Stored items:
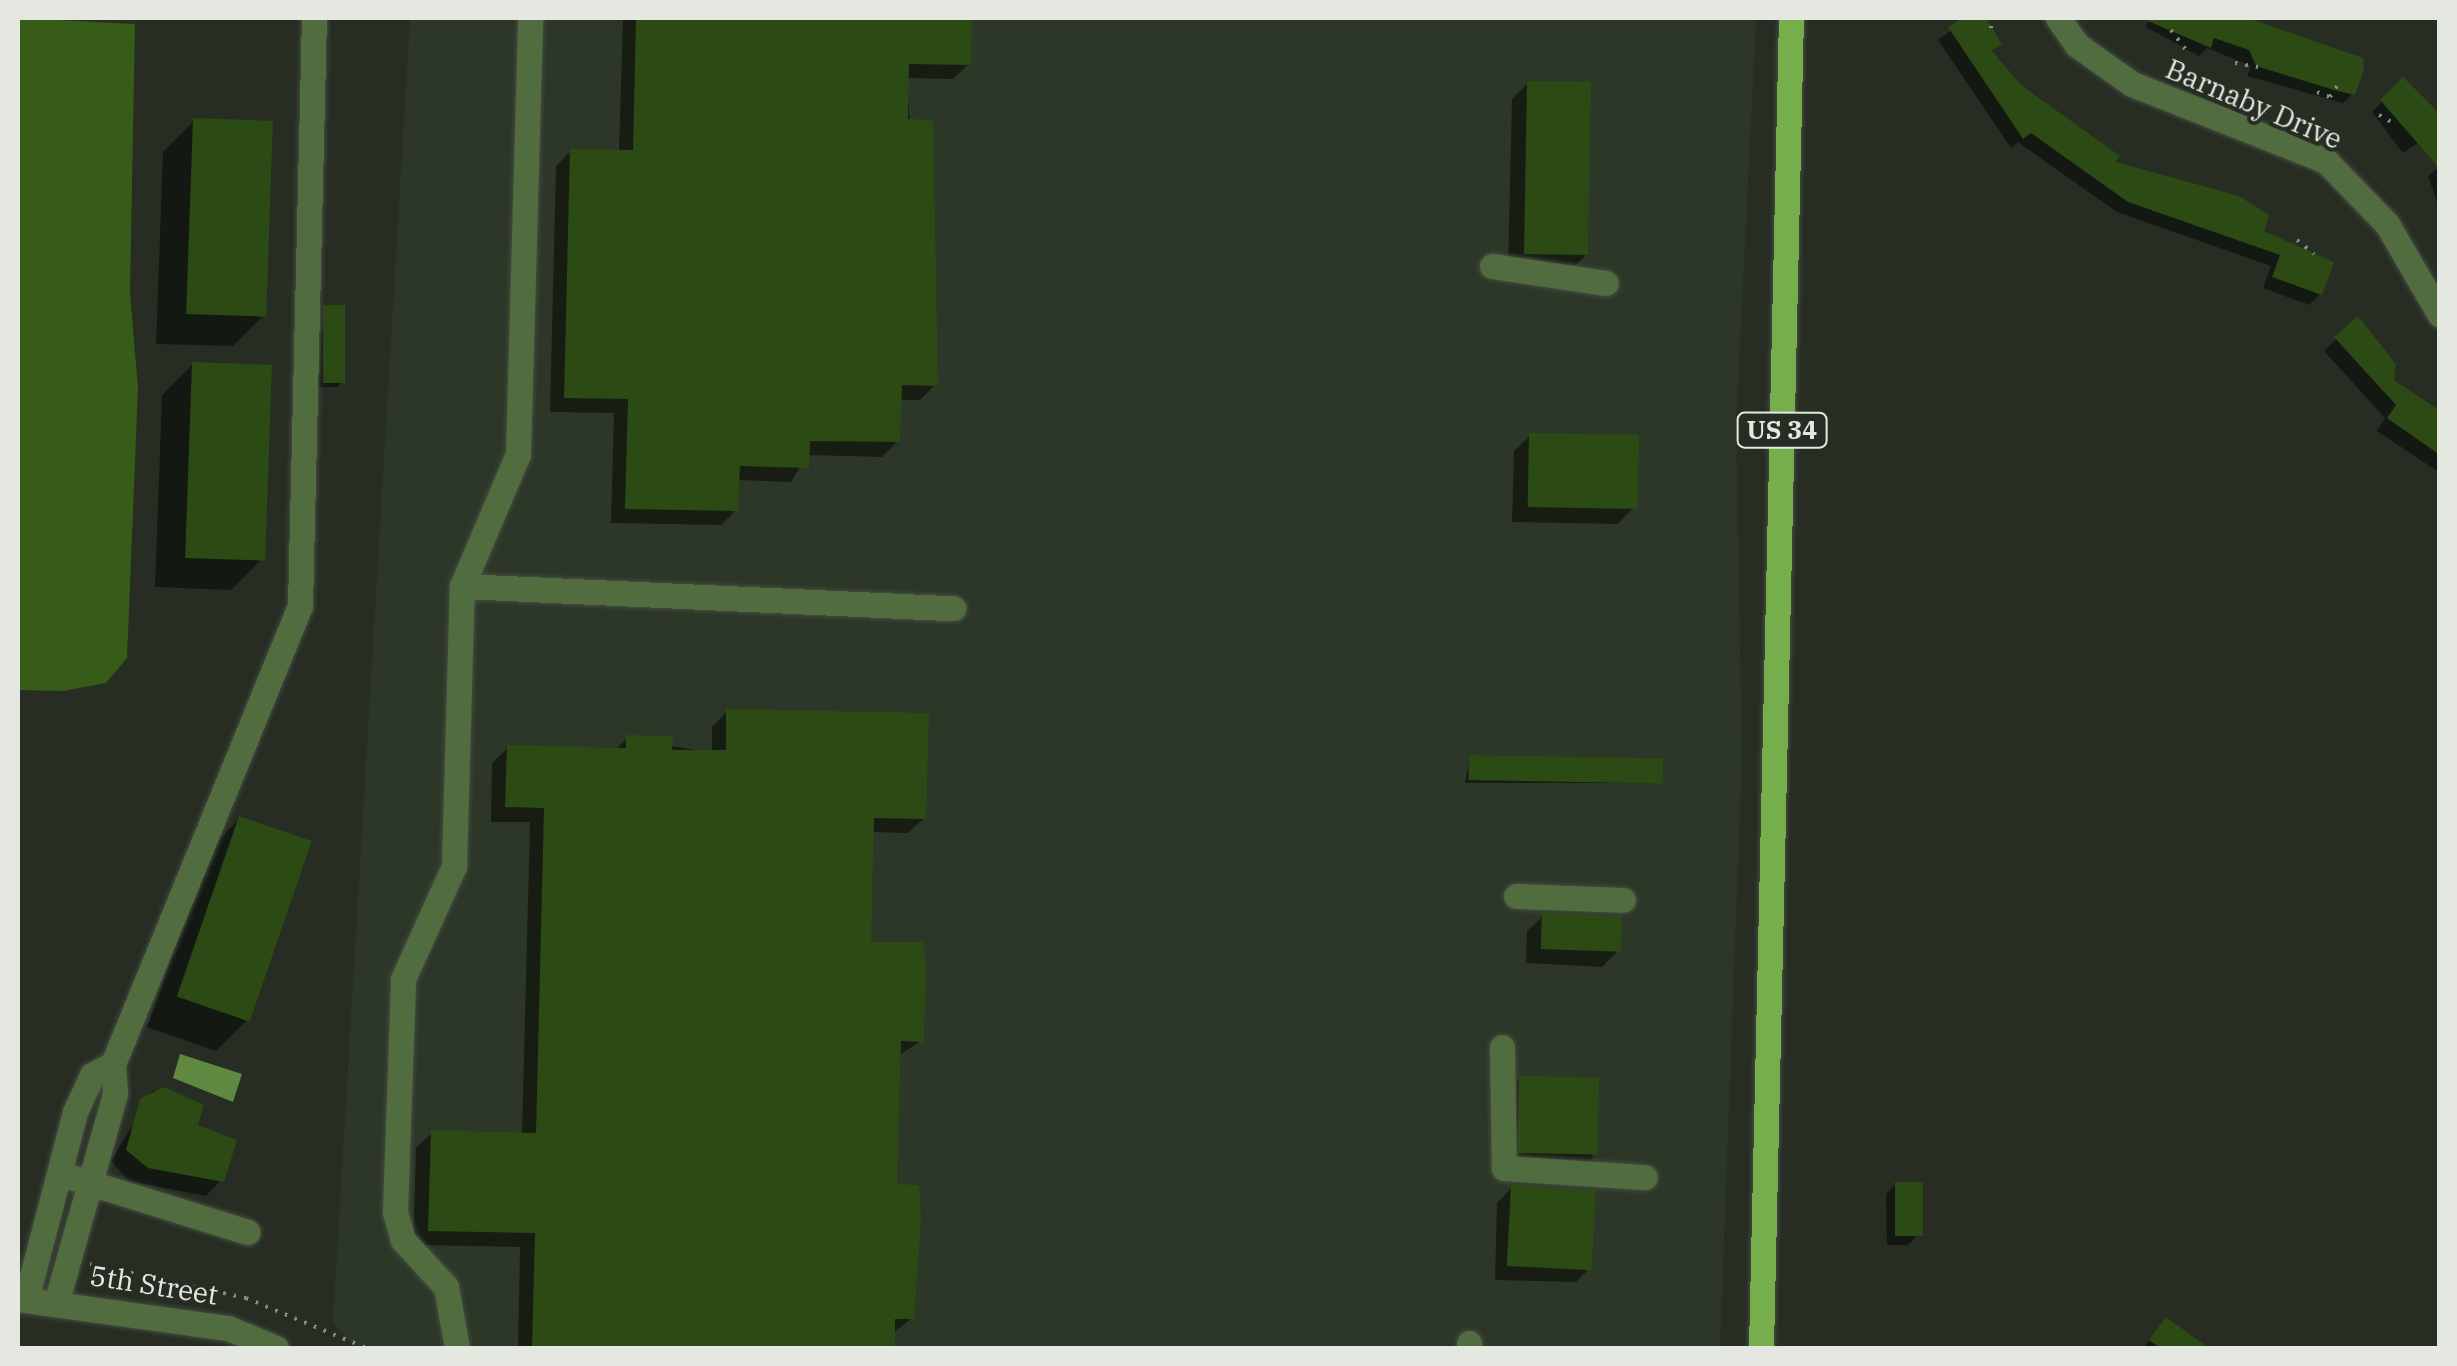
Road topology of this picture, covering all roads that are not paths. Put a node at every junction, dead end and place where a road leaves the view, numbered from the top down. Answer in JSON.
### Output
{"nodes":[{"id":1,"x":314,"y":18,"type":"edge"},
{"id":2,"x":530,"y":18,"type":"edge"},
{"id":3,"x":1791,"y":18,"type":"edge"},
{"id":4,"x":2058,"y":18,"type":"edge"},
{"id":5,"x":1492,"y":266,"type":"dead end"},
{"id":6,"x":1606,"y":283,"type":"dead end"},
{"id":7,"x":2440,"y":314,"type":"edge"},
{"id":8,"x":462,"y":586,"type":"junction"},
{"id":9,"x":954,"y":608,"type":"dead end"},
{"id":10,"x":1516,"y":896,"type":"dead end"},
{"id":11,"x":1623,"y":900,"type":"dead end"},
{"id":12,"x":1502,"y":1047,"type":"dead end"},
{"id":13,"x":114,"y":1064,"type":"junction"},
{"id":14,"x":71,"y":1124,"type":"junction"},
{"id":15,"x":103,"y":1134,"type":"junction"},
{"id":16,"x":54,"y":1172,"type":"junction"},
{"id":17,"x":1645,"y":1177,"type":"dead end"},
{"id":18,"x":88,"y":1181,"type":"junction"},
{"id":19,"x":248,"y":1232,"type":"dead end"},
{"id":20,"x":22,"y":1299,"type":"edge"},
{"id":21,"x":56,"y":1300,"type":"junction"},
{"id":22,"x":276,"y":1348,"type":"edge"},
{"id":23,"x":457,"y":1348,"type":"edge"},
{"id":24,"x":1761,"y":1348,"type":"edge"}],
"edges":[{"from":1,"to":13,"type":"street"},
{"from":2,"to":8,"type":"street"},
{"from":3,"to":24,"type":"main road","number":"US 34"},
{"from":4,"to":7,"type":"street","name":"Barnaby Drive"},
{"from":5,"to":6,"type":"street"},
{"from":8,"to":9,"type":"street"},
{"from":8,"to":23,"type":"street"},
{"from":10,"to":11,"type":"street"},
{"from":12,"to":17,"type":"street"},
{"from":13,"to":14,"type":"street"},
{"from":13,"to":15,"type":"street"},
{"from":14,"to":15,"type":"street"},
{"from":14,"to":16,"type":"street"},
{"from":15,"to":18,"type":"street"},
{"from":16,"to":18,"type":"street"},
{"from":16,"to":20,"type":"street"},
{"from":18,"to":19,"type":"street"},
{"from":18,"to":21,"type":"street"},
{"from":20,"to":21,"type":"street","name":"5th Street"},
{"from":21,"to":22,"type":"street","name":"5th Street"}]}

» **Activity**:
Count every line above that includes the string "junction", and answer with the count only.

» **Solution**:
8